Enquanto o brasileiro Luiz Inácio Lula da Silva persegue obsessivamente poder e prestígio político em busca de um assento para o Brasil no Conselho de Segurança da ONU, a presidente chilena segue outra linha: a de levar para o Chile progresso econômico e social integrando seu país a um organismo voltado para elevar o nível de vida da população, aperfeiçoar a democracia, garantir estabilidade econômica, fomentar o comércio e desenvolver o emprego.

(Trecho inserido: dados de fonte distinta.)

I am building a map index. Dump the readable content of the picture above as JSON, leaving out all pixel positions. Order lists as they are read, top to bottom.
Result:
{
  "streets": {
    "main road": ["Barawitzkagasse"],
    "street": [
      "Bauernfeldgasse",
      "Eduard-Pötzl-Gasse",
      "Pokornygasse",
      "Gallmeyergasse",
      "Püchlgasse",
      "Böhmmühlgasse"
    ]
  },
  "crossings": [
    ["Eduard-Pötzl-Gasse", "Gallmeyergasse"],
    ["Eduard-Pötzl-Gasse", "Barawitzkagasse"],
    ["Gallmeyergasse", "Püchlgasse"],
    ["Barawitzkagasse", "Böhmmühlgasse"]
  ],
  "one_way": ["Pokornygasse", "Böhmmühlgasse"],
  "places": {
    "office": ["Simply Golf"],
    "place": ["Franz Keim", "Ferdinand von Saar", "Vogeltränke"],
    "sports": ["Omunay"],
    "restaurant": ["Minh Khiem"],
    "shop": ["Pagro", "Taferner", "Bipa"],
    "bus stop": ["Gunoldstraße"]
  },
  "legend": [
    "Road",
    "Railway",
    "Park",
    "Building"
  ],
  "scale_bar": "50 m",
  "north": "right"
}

Criada em 1961 por um grupo de países europeus, a OCDE tem hoje 30 países-membros que, juntos, somam mais da metade das riquezas do planeta. Para tornar-se sócio, o país precisa provar ter avançado em compromissos com a democracia representativa e com a economia de livre mercado. Da AL, só o México faz parte da OCDE, e, assim mesmo, por influência dos EUA. O Chile é o primeiro a ser convidado espontaneamente e por unanimidade. Para se unir ao grupo, vai precisar mudar sua legislação nas áreas fiscal, de governança corporativa e responsabilidade legal em casos de corrupção.

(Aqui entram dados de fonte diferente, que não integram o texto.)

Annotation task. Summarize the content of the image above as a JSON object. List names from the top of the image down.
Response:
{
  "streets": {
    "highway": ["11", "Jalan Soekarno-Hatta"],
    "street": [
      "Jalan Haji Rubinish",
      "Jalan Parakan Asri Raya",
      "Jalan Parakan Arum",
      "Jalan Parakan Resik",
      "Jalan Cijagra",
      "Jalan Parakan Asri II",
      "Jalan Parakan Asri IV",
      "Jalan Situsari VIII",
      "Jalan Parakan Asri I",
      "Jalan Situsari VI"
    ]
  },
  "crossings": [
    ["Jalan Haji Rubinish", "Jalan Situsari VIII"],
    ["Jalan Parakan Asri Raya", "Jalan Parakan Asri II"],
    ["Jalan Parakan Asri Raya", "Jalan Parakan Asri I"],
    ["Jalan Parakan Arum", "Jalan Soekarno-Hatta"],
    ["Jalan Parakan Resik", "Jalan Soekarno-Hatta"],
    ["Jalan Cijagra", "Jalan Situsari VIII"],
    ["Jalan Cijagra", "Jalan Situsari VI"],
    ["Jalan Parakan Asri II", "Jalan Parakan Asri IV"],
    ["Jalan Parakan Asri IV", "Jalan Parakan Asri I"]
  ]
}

Brasil e Chile passaram por duras e prolongadas ditaduras, mas tomaram rumos diversos com a chegada da democracia. Pragmática, a Concertación (coalizão de partidos de esquerda que governa o Chile há 20 anos) contestou a ditadura no plano político, mas manteve e aprofundou feitos na área econômica, como a abertura da economia com baixas tarifas de importação, a lei de autonomia do banco central e um modelo privado de previdência, que depois entrou em crise pela baixa adesão dos trabalhadores, que não tinham recursos para contribuir com o valor mínimo exigido. Ao assumir o governo, um dos primeiros atos de Bachelet foi nomear uma comissão mista (governo e oposição) para preparar uma nova previdência, que manteve o regime privado de capitalização, mas universalizou o sistema, concedendo um mínimo equivalente a R$ 230 a 40% dos idosos excluídos até então.
Já o Brasil saiu da ditadura promulgando uma nova Constituição, com viés ideológico fora da realidade e que logo precisou ser reformada para possibilitar o progresso econômico. A abertura econômica só ocorreu em 1994 e, assim mesmo, tímida; apenas remendada, a Previdência permanece com poucos ganhando muito e muitos ganhando pouco; a autonomia do Banco Central depende do presidente de plantão, porque não é garantida em lei. No Brasil o poder de pressão de interesses da classe política costuma atrofiar e reduzir pela metade o que precisa ser feito.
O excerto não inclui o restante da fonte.